The biggest and most exciting excursion was to Disneyland, just 40 miles from the gite. We arrived at 10 am and left after 11 pm, and the experience was definitely a hit with those children and adults who hadn’t experienced Disney before (as well as those who had). We went on many of the rides, and saw both the daylight Disney Parade and the night-time electric light parade, which was followed by fireworks. Everyone slept in late the next day.
It was good to have all three generations together, something we’ve managed to do every second year since the first time in 2005 (Tuscany), followed by Mallorca (2007) and Gloucestershire (2009). We had a rota for cooking meals, but the highlight of most evenings after the children were in bed was playing the card game ‘Oh, hell!’. We worked out a structure for a league tournament, which meant that two games were played simultaneously, to add to the fun and excitement. Ian emerged as the ultimate winner late on the final night.
The camping trek
After we all left the gite, while the others were heading to Paris or home, we began driving southwest, aiming for the French west coast and parts we had never previously explored. We were looking forward to camping again, for the first time in five years. Some people think we’re mad, but we love the outdoor life, and the freedom of pitching a tent wherever we want to stop. We had to assemble our camping equipment, most of which (including the tent) is quite ancient, although a few things had to be bought new.
On our way to the coast we passed through Sully-sur-Loire (with a very picturesque chateau), and then a little town called St Savin which has amazing 12th century frescoes in the abbey church. We reached the coast at the Ile d’Oleron, where we had been before, and headed south from there. We crossed the mouth of the Gironde by ferry, and were then in new territory – the Atlantic coast, stretching from the Gironde down to Biarritz.
The beaches on this stretch of coast are wide, backed by dunes and pine trees. One of the high spots of the trip was climbing up the Pyla Dune, the highest sand dune in Europe, from our campsite there. It was a real challenge, but the views from the top were well worth it.
After exploring the city of Bayonne, we reached Biarritz, a famous beach destination which is extremely picturesque. The coast from Biarritz down to St Jean de Luz is quite different to that further north: instead of seemingly endless beaches and dunes, there are small bays divided by hills. The area is in Basque country, close to the border with Spain. We were surprised at how prevalent the Basque identity is there, and how hard it is to spot the actual border crossing point. We drove a little way into Spain to visit San Sebastian, a beautiful city. We also took the little cog railway up the mountain called La Rhune, with fantastic views of the Pyrenees and the coast.

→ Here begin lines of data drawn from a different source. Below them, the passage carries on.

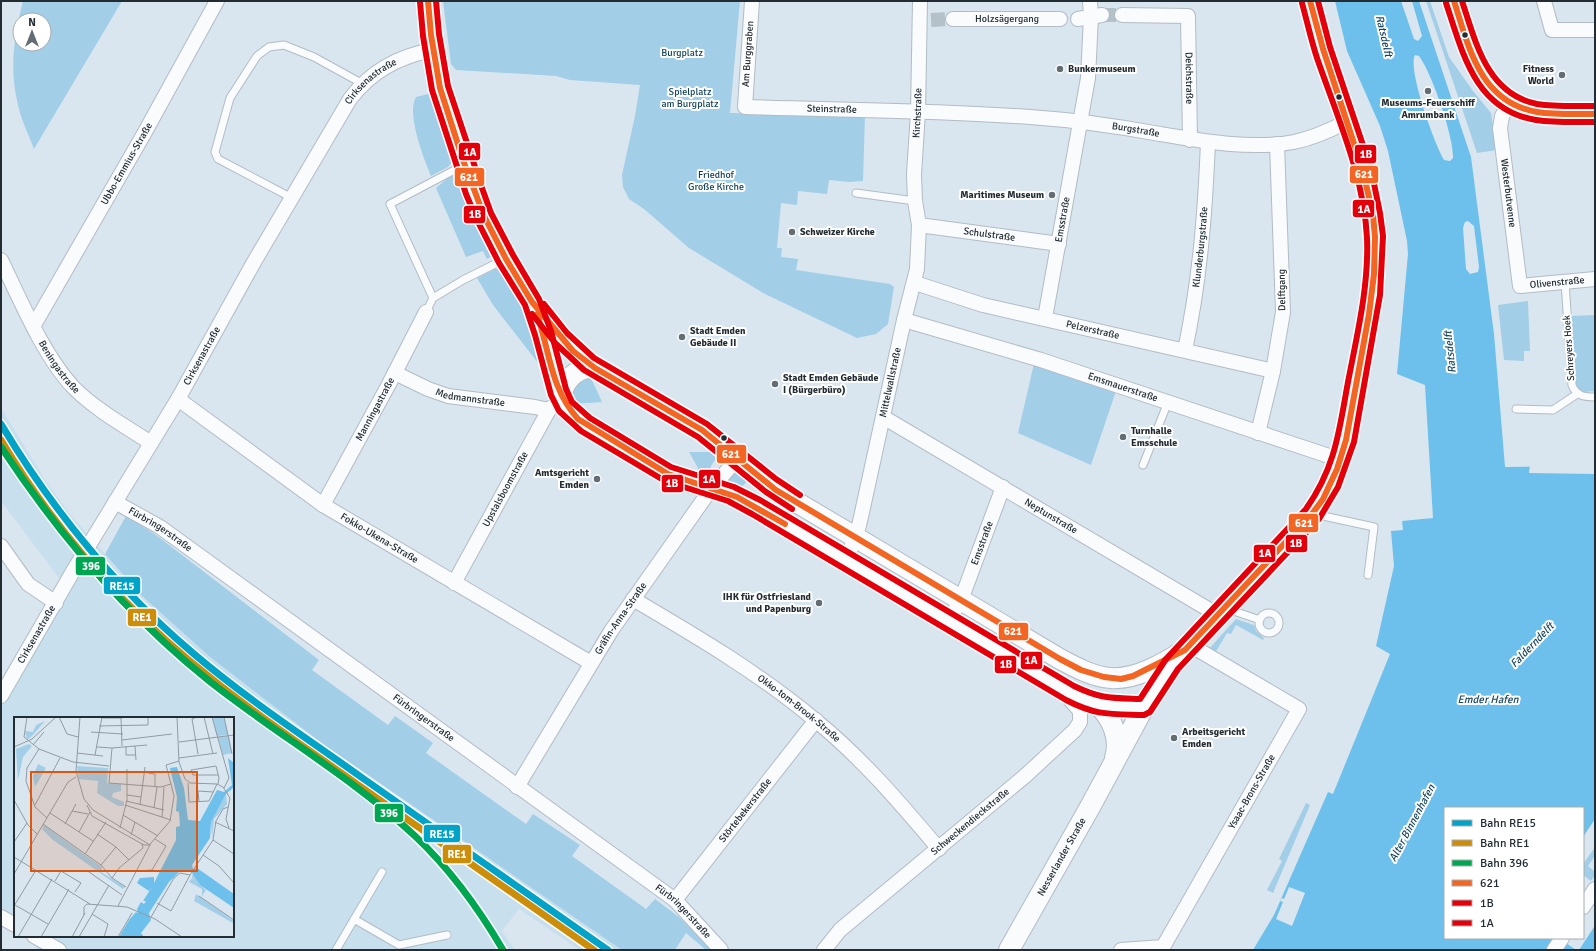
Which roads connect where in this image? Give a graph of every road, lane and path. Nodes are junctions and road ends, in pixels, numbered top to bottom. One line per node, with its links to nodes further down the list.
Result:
1 (217, 1): 41 (street, Ubbo-Emmius-Straße)
2 (428, 1): 13 (street)
3 (752, 1): 16 (street, Am Burggraben)
4 (920, 1): 17 (street, Kirchstraße)
5 (1090, 1): 19 (street, Emsstraße)
6 (1310, 1): 20 (street, Nesserlander Straße)
7 (1454, 1): 15 (street)
8 (1544, 1): 12 (street)
9 (1122, 15): 21 (street, Deichstraße)
10 (953, 19): 11 (street, Holzsägergang)
11 (1060, 19)
12 (1595, 30)
13 (433, 50): 14 (street, Cirksenastraße); 24 (street)
14 (362, 84): 26 (street, Cirksenastraße); 26 (lane)
15 (1510, 103): 18 (street); 35 (street, Westerbutvenne)
16 (745, 107): 17 (street, Steinstraße)
17 (918, 112): 19 (street, Burgstraße); 27 (street, Kirchstraße)
18 (1595, 114)
19 (1080, 121): 21 (street, Burgstraße); 29 (street, Emsstraße)
20 (1348, 121): 23 (street, Burgstraße); 56 (street, Nesserlander Straße)
21 (1190, 140): 22 (street, Burgstraße)
22 (1208, 142): 23 (street, Burgstraße); 42 (street, Klunderburgstraße)
23 (1277, 144): 44 (street, Delftgang)
24 (464, 165): 30 (street); 36 (lane)
25 (856, 193): 27 (lane)
26 (292, 198): 48 (street, Cirksenastraße)
27 (915, 201): 28 (street, Kirchstraße)
28 (919, 225): 29 (street, Schulstraße); 34 (street, Mittelwallstraße)
29 (1059, 244): 39 (street, Emsstraße)
30 (506, 259): 36 (lane); 37 (street)
31 (1, 260): 41 (street, Beningastraße)
32 (1595, 279): 33 (street, Olivenstraße)
33 (1565, 282): 35 (street, Olivenstraße); 46 (lane, Schreyers Hoek)
34 (915, 283): 39 (street, Pelzerstraße); 40 (street, Mittelwallstraße)
35 (1520, 286)
36 (434, 298): 38 (lane)
37 (532, 302): 43 (street); 50 (street)
38 (426, 312): 45 (street, Manningastraße)
39 (1045, 318): 42 (street, Pelzerstraße)
40 (904, 320): 49 (street, Emsmauerstraße); 52 (street, Mittelwallstraße)
41 (34, 325): 54 (street, Beningastraße)
42 (1185, 350): 44 (street, Pelzerstraße)
43 (595, 368): 50 (street); 55 (street)
44 (1273, 371): 53 (street, Delftgang)
45 (395, 373): 50 (street, Medmannstraße); 61 (street, Manningastraße)
46 (1577, 394): 47 (lane, Schreyers Hoek); 51 (lane)
47 (1595, 397)
48 (178, 399): 54 (street, Cirksenastraße); 61 (street, Fokko-Ukena-Straße)
49 (1168, 402): 53 (street, Emsmauerstraße); 57 (lane)
50 (556, 406): 59 (street); 67 (street, Upstalsboomstraße)
51 (1516, 409)
52 (883, 417): 58 (street, Neptunstraße); 63 (street, Mittelwallstraße)
53 (1258, 433): 56 (street, Emsmauerstraße)
54 (151, 443): 60 (street, Cirksenastraße)
55 (738, 458): 59 (street, Gräfin-Anna-Straße); 63 (street)
56 (1341, 460): 62 (street, Nesserlander Straße)
57 (1144, 465)
58 (1003, 487): 69 (street, Emsstraße); 71 (street, Neptunstraße)
59 (711, 489): 65 (street); 68 (street, Gräfin-Anna-Straße)
60 (115, 502): 70 (street, Cirksenastraße); 83 (street, Fürbringerstraße)
61 (323, 505): 67 (street, Fokko-Ukena-Straße)
62 (1312, 514): 66 (lane); 71 (street, Nesserlander Straße)
63 (856, 538): 65 (street, Mittelwallstraße); 69 (street)
64 (1, 546): 70 (street)
65 (845, 560): 72 (street)
66 (1368, 575)
67 (454, 583): 75 (street, Fokko-Ukena-Straße)
68 (633, 599): 75 (street, Gräfin-Anna-Straße); 81 (street, Okko-tom-Brook-Straße)
69 (961, 600): 72 (street, Emsstraße); 76 (street)
70 (56, 602): 78 (street, Cirksenastraße)
71 (1222, 611): 73 (lane); 74 (street, Nesserlander Straße)
72 (950, 620): 77 (street)
73 (1260, 620)
74 (1187, 647): 76 (street); 80 (street, Nesserlander Straße); 100 (street, Ysaac-Brons-Straße)
75 (591, 663): 83 (street, Gräfin-Anna-Straße)
76 (1110, 678): 80 (street)
77 (1056, 686): 79 (street); 84 (street, Schweckendieckstraße)
78 (1, 696)
79 (1098, 705): 80 (street); 82 (street)
80 (1144, 707): 82 (street, Nesserlander Straße)
81 (816, 720): 84 (street, Okko-tom-Brook-Straße); 87 (street, Störtebekerstraße)
82 (1114, 764): 99 (street, Nesserlander Straße)
83 (517, 787): 87 (street, Fürbringerstraße)
84 (940, 849): 98 (street, Schweckendieckstraße)
85 (382, 872): 90 (lane)
86 (1595, 889): 88 (street)
87 (675, 900): 97 (street, Fürbringerstraße)
88 (1584, 906)
89 (1, 917): 91 (street)
90 (354, 919): 92 (lane); 96 (lane)
91 (14, 924)
92 (447, 935)
93 (1561, 939): 101 (street)
94 (37, 942): 95 (street)
95 (59, 950)
96 (336, 950)
97 (721, 950)
98 (824, 950)
99 (1009, 950)
100 (1121, 950)
101 (1554, 950)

There were a few low points on the trip. One night a sudden thunderstorm blew up, with the strongest winds we’ve ever experienced (and we have lived in Wellington!). We dismantled the tent and sat in the car until the storm passed over, and then we had to put the tent up again in the dark. Another low point was when Ian was parking the car and managed to bash the car next door, which meant a lot of complicated form filling in French with the family whose car it was. Another night a rainstorm suddenly came over and by the morning the tent was soaked, so we spent the next two nights in hotels.
Despite the setbacks, we enjoyed our camping trip. Our inflatable mattress was amazingly comfortable, and we loved sitting outside on warm summer evenings, drinking good French wine. The tent really the closest thing we’ve had to a home of our own for quite a while.